A note from the founder-
I named this platform The Hye-Phen because that symbol punctuates everything that Armenians are, as we are more often defined not by what we are but by what we’re not-not just in how we’re torn between homelands as diasporans, but as a symbol, a hyphen is a bridge between two worlds. It belongs to neither. As someone who feels as if they are in-between everything, gender and sexuality and race, I feel this lack of definition in every part of me. We will never be a constant, determined category. Initially, I used to be frustrated with this idea, and would rather have the comfort of knowing what I am. We are strong enough to hold this weight. We show the world that gradients exist, that the world isn’t binary, black and white or easily defined but exists in gradients–there’s always a gradient between night and day, when both can exist at the same time. We are infinitely liminal. We break boundaries. We confuse definitions. Our refusal to be easily defined is queer.

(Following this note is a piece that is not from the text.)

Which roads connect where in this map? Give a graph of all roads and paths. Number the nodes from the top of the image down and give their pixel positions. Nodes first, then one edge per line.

This project has been a decade-long process of learning and accepting all of this.
The Hye-Phen was a response to a heavy soup of feelings (invisibility, isolation, rage, confusion, and erasure, desire) around being Armenian-American: to growing up in LA with the assumption queer Armenians didn’t exist; to searching bookstores for any sliver of Armenian representation and walking out empty handed; to the suffocating weight of gender roles and the impossible expectations of being a perfect Armenian woman; to making the choice between being queer and being Armenian; to the lack of solidarity between social struggles; to being freely told by others what Armenians are and what they are not; to wanting to be easily categorized; to not being white or brown; to not being in asia or europe; to feeling like an infinite question; to feeling irrelevant; to feeling like my most potent experiences never existed; to knowing that to not being one thing still means I am something; to finding beauty and sense and purpose in this chaos.

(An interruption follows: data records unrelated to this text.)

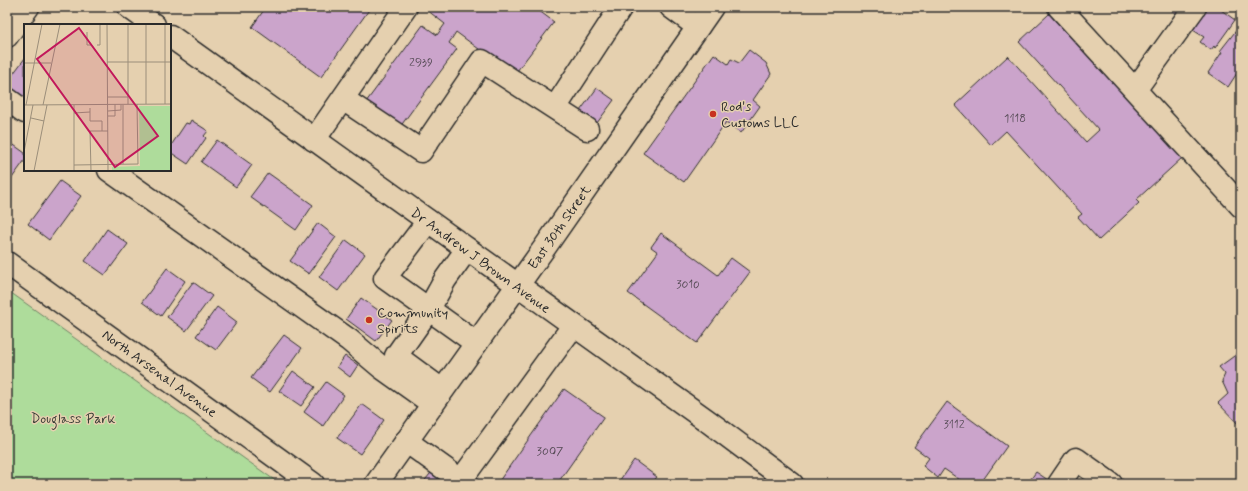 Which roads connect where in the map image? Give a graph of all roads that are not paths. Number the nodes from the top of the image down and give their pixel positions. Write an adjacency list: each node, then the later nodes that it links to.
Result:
1 (28, 7): 11 (main road)
2 (129, 7): 9 (main road)
3 (406, 7): 15 (main road)
4 (621, 7): 16 (main road)
5 (671, 7): 10 (main road)
6 (712, 7): 10 (main road, East 30th Street)
7 (1059, 7): 13 (main road)
8 (1195, 7): 13 (main road)
9 (153, 24)
10 (698, 27): 25 (main road, East 30th Street)
11 (7, 36)
12 (171, 37): 19 (main road, Dr Andrew J Brown Avenue)
13 (1135, 90): 21 (main road)
14 (7, 99): 17 (main road)
15 (343, 99): 16 (main road); 19 (main road)
16 (555, 108): 18 (main road)
17 (24, 111)
18 (586, 129)
19 (314, 140): 22 (main road, Dr Andrew J Brown Avenue)
20 (110, 171): 29 (main road)
21 (1241, 206)
22 (428, 221): 23 (main road, Dr Andrew J Brown Avenue); 26 (main road)
23 (467, 249): 25 (main road, Dr Andrew J Brown Avenue); 26 (main road)
24 (7, 263): 32 (main road, North Arsenal Avenue)
25 (517, 285): 27 (main road, Dr Andrew J Brown Avenue); 28 (main road, East 30th Street)
26 (429, 309): 28 (main road); 29 (main road)
27 (573, 326): 31 (main road); 34 (main road, Dr Andrew J Brown Avenue)
28 (476, 343): 29 (main road, East 30th Street)
29 (438, 397): 30 (main road, East 30th Street)
30 (406, 441): 31 (main road); 33 (main road, East 30th Street)
31 (464, 482)
32 (313, 484)
33 (376, 484)
34 (792, 484)
35 (1059, 484): 36 (main road)
36 (1111, 484) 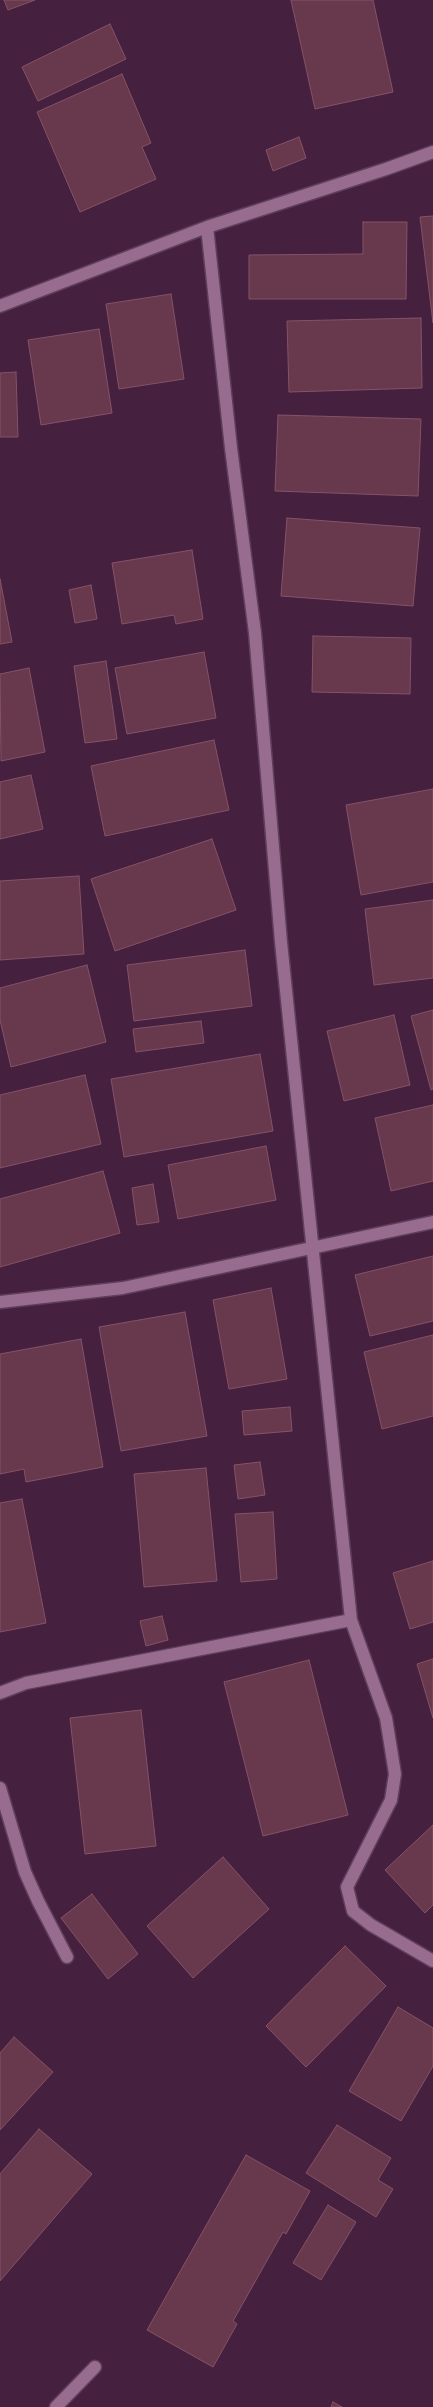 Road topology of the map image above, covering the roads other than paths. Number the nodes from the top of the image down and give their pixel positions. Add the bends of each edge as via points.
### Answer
1 (433, 152) edge
2 (207, 227) junction
3 (0, 306) edge
4 (433, 1222) edge
5 (314, 1245) junction
6 (0, 1302) edge
7 (351, 1620) junction
8 (0, 1692) edge
9 (0, 1788) edge
10 (67, 1957) dead end
11 (433, 1961) edge
12 (94, 2367) dead end
13 (56, 2407) edge

1 - 2 street
2 - 3 street
2 - 5 street via 255,633 281,942
4 - 5 street
5 - 6 street via 123,1288
5 - 7 street
7 - 8 street via 26,1683
7 - 11 street via 386,1718 396,1774 391,1800 347,1887 353,1911 370,1925
9 - 10 street via 26,1872
12 - 13 street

In 2013, I created a zine of comics around these questions and my personal experiences. After posting the zine online, I assumed that either no one would read it or if they did, I’d be ostracized for it. I was surprised when a woman with an Armenian name and an Oakland address purchased it. We connected online and through that connection created a web of queer Armenian artists, writers, and activists from multiple cities, states, and countries. Within the following year, we formed a collective and launched this platform so that we could all safely and authentically express ourselves and our visions for the world.
The Hye-Phen marked a turning point of what our collective spirit was capable of. Since that time, we’ve witnessed how these narratives have changed as more collectives have formed and more Armenians have been openly stepping into their authenticity. We’re now more critical, more intersectional, more expressive, more vocal, more fierce, and more openly queer and Armenian than ever before. It’s a privilege to know that our presence (and absence) has played a part in allowing this reality to take shape at a time when all of that felt impossible.